A 3-bit quantizer, for example, can only render a scale

of eight distinct tones ranging from pure white to pure black. If this

camera took a picture of our beach scene, it would create a high contrast

image with very few middle tones. This effect is called brightness

contouring, and is similar to the phenomenon of posterization in conventional


Brightness contouring has many pragmatic and creative

applications when an image is ready to be manipulated in a computer. However,

when capturing images with a camera, it’s best to preserve as wide a tonal

range as possible. Every bit added to a quantizer doubles its scale of

tones. Most modern digital cameras are equipped with 8-bit quantizers

capable of producing 256 different shades. Some professional quality cameras

have quantizers that can render well over a thousand tones.



Making digital images in color requires an additional

step. In black-and-white, the brightness resolution of a pixel is determined

by one gray value. In color, that value has three components, one for

each primary color, red, green or blue. This concept is called trichromacy.

Color digital cameras are outfitted with three different

sensors, each one sensitive to a primary waveband of light. After an image

is scanned and quantized, it is further broken down into color values.

Each pixel is assigned three color values which represent qualities of

red, green or blue. Color values are further distinguished by their hue

saturation and brightness.

Suppose, for example, a photographer snaps an image of

a pink balloon. The camera’s red sensor is stimulated and the quantizer

assigns the pixels that hue. Next, a saturation value is determined. Deep

red is a fully saturated color, while pink is much less saturated. It

is relatively faded and much closer to the white extreme of the scale.

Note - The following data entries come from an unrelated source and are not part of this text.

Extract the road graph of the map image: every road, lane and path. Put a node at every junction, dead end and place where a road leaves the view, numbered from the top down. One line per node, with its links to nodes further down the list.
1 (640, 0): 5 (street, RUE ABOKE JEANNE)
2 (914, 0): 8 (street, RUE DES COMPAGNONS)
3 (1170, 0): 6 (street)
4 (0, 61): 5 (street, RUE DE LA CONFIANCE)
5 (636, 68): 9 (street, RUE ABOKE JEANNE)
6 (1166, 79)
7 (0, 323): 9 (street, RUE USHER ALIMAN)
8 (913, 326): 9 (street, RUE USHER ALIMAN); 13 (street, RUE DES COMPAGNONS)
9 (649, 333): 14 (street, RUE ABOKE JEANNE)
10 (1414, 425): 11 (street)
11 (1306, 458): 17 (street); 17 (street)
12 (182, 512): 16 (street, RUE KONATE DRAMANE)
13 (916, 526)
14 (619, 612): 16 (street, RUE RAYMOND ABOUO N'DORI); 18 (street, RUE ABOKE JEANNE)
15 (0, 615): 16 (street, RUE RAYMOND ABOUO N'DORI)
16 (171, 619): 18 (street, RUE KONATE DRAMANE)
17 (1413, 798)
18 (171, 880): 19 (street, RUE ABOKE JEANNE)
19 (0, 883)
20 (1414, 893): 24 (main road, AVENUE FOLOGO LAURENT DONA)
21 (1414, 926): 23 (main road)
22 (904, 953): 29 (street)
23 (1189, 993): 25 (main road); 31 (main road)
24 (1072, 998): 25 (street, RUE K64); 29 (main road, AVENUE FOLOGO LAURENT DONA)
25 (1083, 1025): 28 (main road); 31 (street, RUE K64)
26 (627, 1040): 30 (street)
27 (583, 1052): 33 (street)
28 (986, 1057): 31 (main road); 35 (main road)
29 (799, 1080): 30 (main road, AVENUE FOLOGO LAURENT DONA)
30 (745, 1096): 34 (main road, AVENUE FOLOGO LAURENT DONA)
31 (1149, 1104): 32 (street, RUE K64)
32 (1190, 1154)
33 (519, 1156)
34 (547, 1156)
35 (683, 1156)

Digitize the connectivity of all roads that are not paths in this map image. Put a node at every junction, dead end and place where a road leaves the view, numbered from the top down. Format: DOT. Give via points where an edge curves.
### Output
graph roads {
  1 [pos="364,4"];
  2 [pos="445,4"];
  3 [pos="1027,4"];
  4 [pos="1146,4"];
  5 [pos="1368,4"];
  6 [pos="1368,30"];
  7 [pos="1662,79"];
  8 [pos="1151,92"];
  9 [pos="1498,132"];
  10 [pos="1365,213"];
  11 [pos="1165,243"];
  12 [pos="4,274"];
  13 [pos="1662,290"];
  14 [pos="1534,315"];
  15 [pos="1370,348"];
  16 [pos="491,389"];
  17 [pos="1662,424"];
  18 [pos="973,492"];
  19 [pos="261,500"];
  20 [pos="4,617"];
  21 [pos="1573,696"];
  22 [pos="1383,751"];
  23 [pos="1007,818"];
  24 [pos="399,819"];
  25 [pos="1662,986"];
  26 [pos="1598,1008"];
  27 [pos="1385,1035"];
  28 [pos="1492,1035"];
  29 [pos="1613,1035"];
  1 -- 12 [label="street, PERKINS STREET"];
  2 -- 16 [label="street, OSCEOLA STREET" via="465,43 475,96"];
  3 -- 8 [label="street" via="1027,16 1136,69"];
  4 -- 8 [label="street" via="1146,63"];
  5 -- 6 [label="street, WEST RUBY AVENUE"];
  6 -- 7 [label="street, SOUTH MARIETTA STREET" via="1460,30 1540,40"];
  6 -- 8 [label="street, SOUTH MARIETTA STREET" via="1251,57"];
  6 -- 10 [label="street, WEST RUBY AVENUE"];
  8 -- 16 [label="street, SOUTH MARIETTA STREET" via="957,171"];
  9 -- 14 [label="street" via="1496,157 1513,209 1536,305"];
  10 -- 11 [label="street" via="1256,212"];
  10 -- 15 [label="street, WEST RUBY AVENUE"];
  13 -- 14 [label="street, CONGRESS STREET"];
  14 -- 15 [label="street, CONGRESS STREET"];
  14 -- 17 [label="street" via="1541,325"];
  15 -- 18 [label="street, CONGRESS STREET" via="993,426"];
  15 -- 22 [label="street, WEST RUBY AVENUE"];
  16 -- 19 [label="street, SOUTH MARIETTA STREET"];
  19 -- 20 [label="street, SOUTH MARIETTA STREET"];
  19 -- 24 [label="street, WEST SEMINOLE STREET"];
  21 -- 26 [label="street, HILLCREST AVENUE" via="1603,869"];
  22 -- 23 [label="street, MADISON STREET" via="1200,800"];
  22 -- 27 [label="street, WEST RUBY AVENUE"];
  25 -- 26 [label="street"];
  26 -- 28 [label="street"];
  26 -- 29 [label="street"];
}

Lastly, the brightness value determines the luminous intensity of the

color. Is this a pink balloon drifting through the shade of a forest?

Or does it float freely across a bright blue sky? These considerations

will compose the saturation and intensity of the image.


Imaging: From Camera to Computer

Most digital images form within a blink of the camera’s

shutter. In that fragmentary instant, an image made of light is transformed

into a stream of numerical data by a complex web of technologies. What’s

more, the image stored within the camera’s memory chip is only the beginning.

To be viewed and appreciated, the camera’s data must be uploaded into

a computer. Here, an imaginative photographer can alter and transform

the image in almost any way desired. With the proper software, even the

most mundane snapshot can evolve into a work of artistry.

The political, social and artistic ramifications of digital

imaging technology are yet to be ascertained. One thing is certain: the

way we create and perceive the fruits of human imagination will never

be the same.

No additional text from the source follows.